After his conviction, Lev Parnas says, “I’ve Never Hid From Nobody.”


After his conviction, Lev Parnas says, “I’ve Never Hid From Nobody.”

After being convicted of federal campaign finance charges on Friday, Rudy Giuliani’s former business colleague Lev Parnas remained free pending sentencing.

After deliberating for almost five hours, a New York jury found Parnas, a 49-year-old Soviet-born businessman from Florida, guilty on multiple charges of illicit campaign contributions. The convictions are expected to be appealed by Parnas. According to The New York Times, he was defiant as he walked out of the Manhattan courthouse, telling supporters that he “never hid from nobody” and “always stood up and stated the truth.”

Parnas allegedly unlawfully donated over $350,000 to Republican lawmakers and campaigns, including two super PACs supporting former President Donald Trump, according to prosecutors. He was also accused of assisting a wealthy Russian businessman who wanted to enter the recreational marijuana market in the United States in making illicit political donations.

Andrey Kukushkin, a co-defendant, was also found guilty on all counts on Friday. Last month, Parnas’ former business partner, Igor Fruman, pled guilty to a related allegation. David Correia, a former co-defendant, pled guilty to two counts in October 2020 and received a sentence of slightly over a year in jail in February.

Prosecutors asked Judge Paul Oetken to put Parnas and Kukushkin in jail after their convictions, but he declined. According to Politico, Oetken stated that “the defendants had sufficiently shown that they are not a flight danger” and had “complied with the restrictions of their pretrial release.”

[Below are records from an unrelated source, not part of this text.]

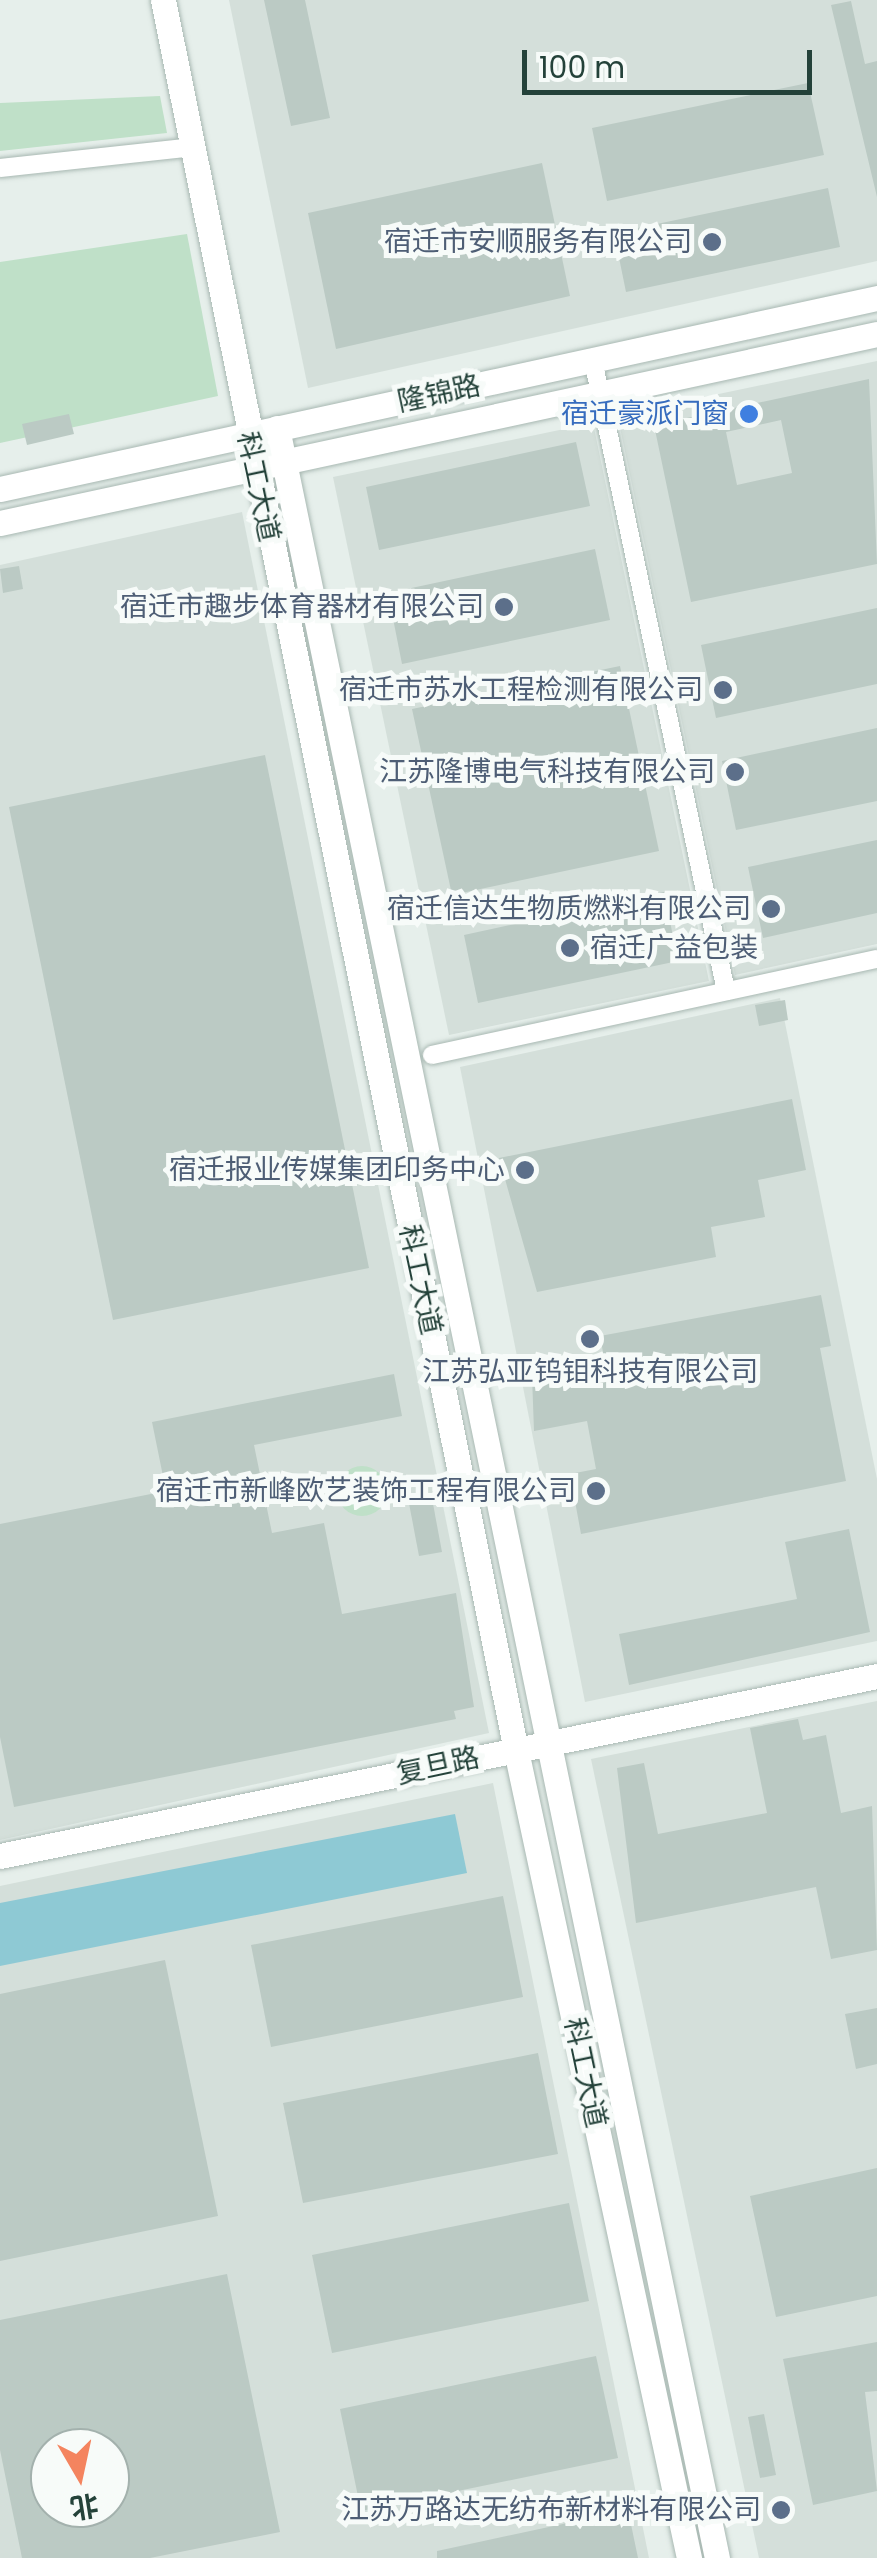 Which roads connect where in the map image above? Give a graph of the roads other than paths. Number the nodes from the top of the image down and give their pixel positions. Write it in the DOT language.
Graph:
graph roads {
  1 [pos="164,0"];
  2 [pos="192,147"];
  3 [pos="0,168"];
  4 [pos="877,298"];
  5 [pos="877,334"];
  6 [pos="594,360"];
  7 [pos="601,396"];
  8 [pos="278,428"];
  9 [pos="247,435"];
  10 [pos="285,467"];
  11 [pos="255,473"];
  12 [pos="0,488"];
  13 [pos="0,523"];
  14 [pos="877,959"];
  15 [pos="726,991"];
  16 [pos="432,1055"];
  17 [pos="877,1676"];
  18 [pos="550,1743"];
  19 [pos="516,1750"];
  20 [pos="0,1856"];
  21 [pos="689,2558"];
  22 [pos="718,2558"];
  1 -- 2 [label="street, 科工大道"];
  2 -- 3 [label="street"];
  2 -- 9 [label="street, 科工大道"];
  4 -- 6 [label="street, 隆锦路"];
  5 -- 7 [label="street, 隆锦路"];
  6 -- 7 [label="street"];
  6 -- 8 [label="street, 隆锦路"];
  7 -- 10 [label="street, 隆锦路"];
  7 -- 15 [label="street"];
  8 -- 9 [label="street, 隆锦路"];
  8 -- 10 [label="street, 科工大道"];
  9 -- 11 [label="street, 科工大道"];
  9 -- 12 [label="street, 隆锦路"];
  10 -- 11 [label="street, 隆锦路"];
  10 -- 18 [label="street, 科工大道"];
  11 -- 13 [label="street, 隆锦路"];
  11 -- 19 [label="street, 科工大道"];
  14 -- 15 [label="street"];
  15 -- 16 [label="street"];
  17 -- 18 [label="street, 复旦路"];
  18 -- 19 [label="street, 复旦路"];
  18 -- 22 [label="street, 科工大道"];
  19 -- 20 [label="street, 复旦路"];
  19 -- 21 [label="street, 科工大道"];
} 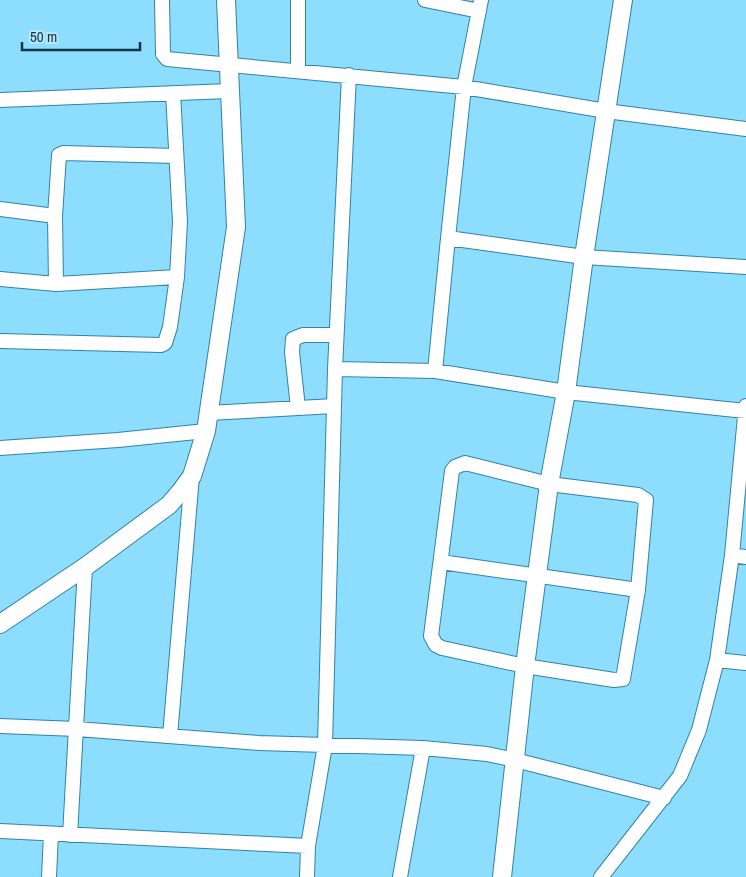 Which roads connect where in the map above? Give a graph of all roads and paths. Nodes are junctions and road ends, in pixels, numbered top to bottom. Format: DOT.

Prosecutor Hagan Cordell Scotten allegedly claimed during the trial’s closing statements on Thursday that the “goal underlying this conspiracy was influence buying” and that the defendants’ acts were meant to ensure that “the voters would never know whose money was flooding into our elections.”

“They illegally poured foreign money into the 2018 midterm elections in order to gain influence with American lawmakers and candidates with the goal of generating big profits in the cannabis business,” said U.S. Attorney Damian Williams in a statement following the convictions.

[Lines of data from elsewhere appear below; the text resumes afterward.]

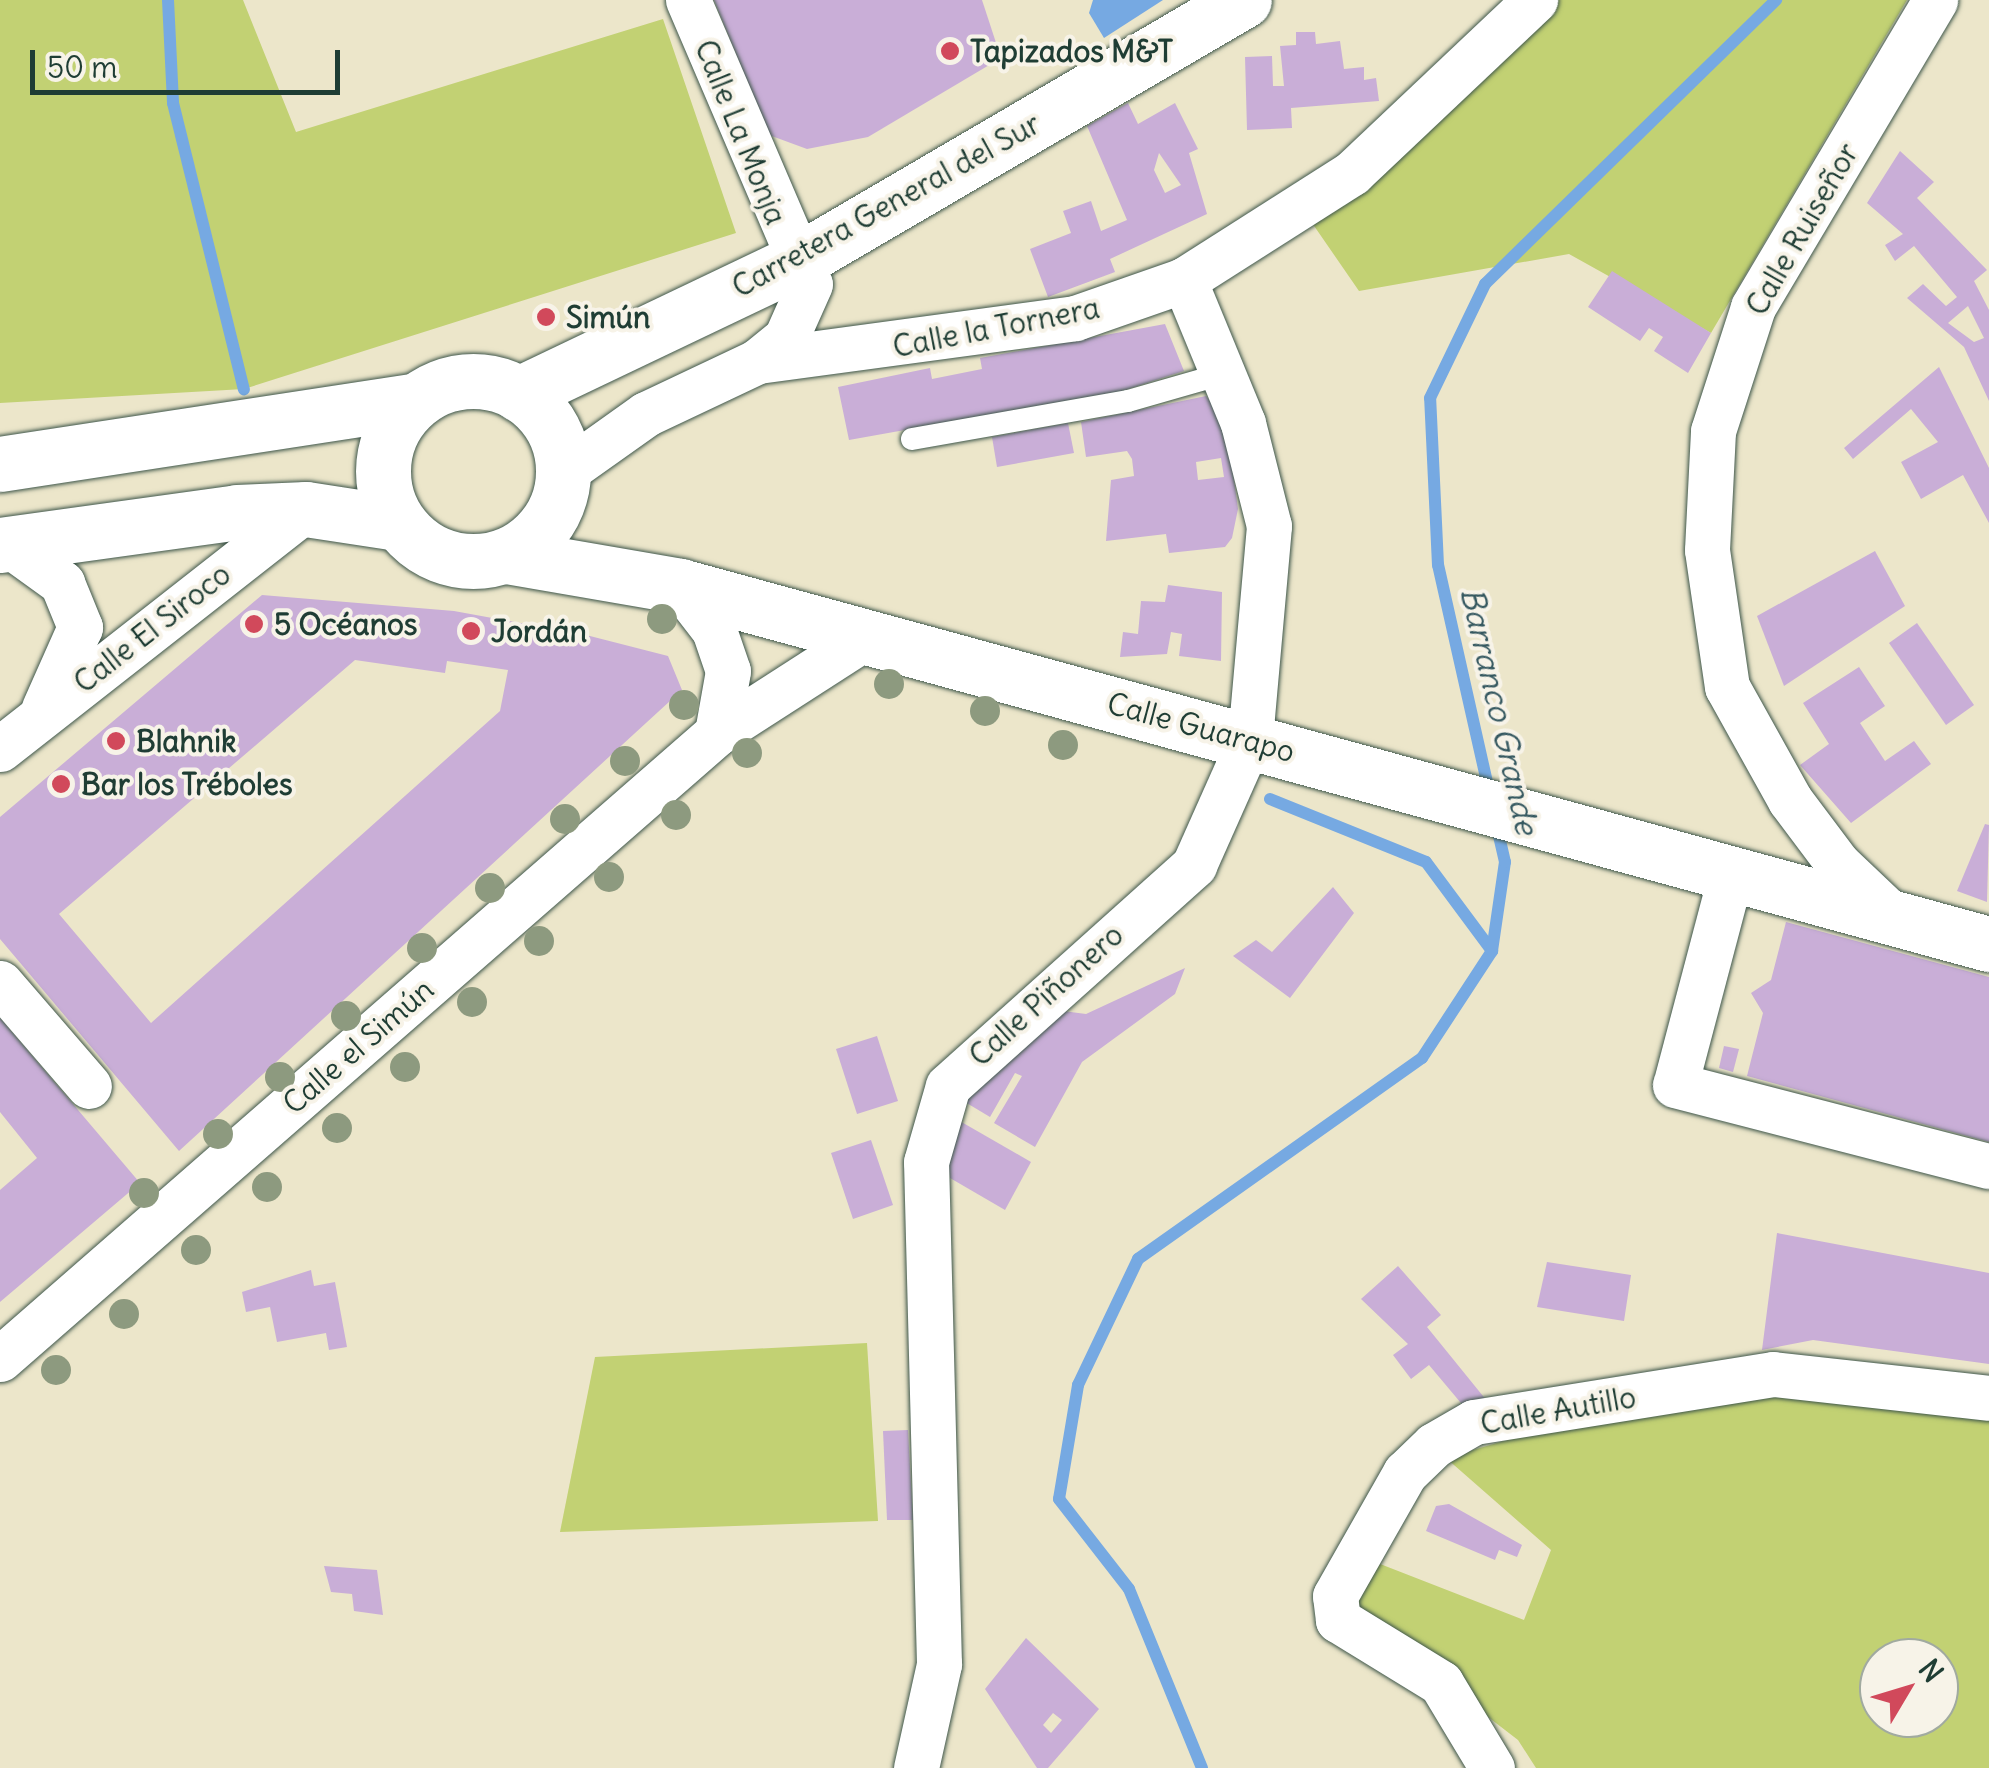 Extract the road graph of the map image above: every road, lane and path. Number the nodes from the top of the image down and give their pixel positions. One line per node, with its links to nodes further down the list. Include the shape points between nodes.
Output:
1 (688, 0): 5 (street, Calle La Monja)
2 (1244, 0): 5 (main road, Carretera General del Sur)
3 (1535, 0): 6 (street, Calle la Tornera, via 1352,172)
4 (1935, 0): 25 (street, Calle Ruiseñor, via 1753,308 1713,431 1707,550 1728,687 1790,800 1838,864)
5 (794, 264): 7 (street, Calle La Monja, via 810,284 806,306); 9 (main road, Carretera General del Sur)
6 (1184, 280): 7 (street, Calle la Tornera, via 1075,318); 8 (street, Calle Piñonero)
7 (758, 361): 13 (street, Calle la Tornera, via 646,414)
8 (1222, 374): 11 (lane, via 1128,402); 22 (street, Calle Piñonero, via 1269,526)
9 (520, 394): 10 (main road, via 466,380); 13 (main road, via 552,428)
10 (416, 400): 12 (main road); 15 (main road, via 392,432 382,471)
11 (912, 439)
12 (0, 464)
13 (563, 473): 17 (main road, via 553,514)
14 (306, 509): 15 (main road); 16 (main road); 20 (street, Calle El Siroco)
15 (398, 523): 17 (main road, via 459,561)
16 (4, 545): 20 (street, via 62,583 80,627)
17 (507, 556): 18 (main road, Calle Guarapo)
18 (680, 586): 19 (main road, Calle Guarapo); 21 (street, via 714,630 728,670)
19 (863, 639): 21 (street, Calle el Simún); 22 (main road, Calle Guarapo)
20 (40, 715): 23 (street, Calle El Siroco)
21 (717, 733): 30 (street, Calle el Simún)
22 (1250, 739): 24 (main road, Calle Guarapo); 32 (street, Calle Piñonero, via 1194,865 948,1086 926,1162 939,1664)
23 (0, 749)
24 (1732, 870): 25 (main road, Calle Guarapo); 29 (street, via 1675,1085)
25 (1892, 914): 26 (main road, Calle Ruiseñor)
26 (1989, 944)
27 (0, 982): 28 (street)
28 (89, 1086)
29 (1989, 1166)
30 (0, 1359)
31 (1989, 1398): 33 (street, Calle Autillo, via 1774,1374 1474,1422 1434,1445 1405,1472 1335,1596 1338,1620 1441,1683)
32 (920, 1763)
33 (1492, 1768)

“Campaign finance regulations are established to defend the integrity of our free and fair elections—free of foreign interests or influence—and ensuring that those laws are upheld is critical to preserving the liberties that Americans hold dear,” Williams continued.

Parnas, along with his old business partner Fruman, rose to prominence as a significant figure in the in late 2019. This is a condensed version of the information.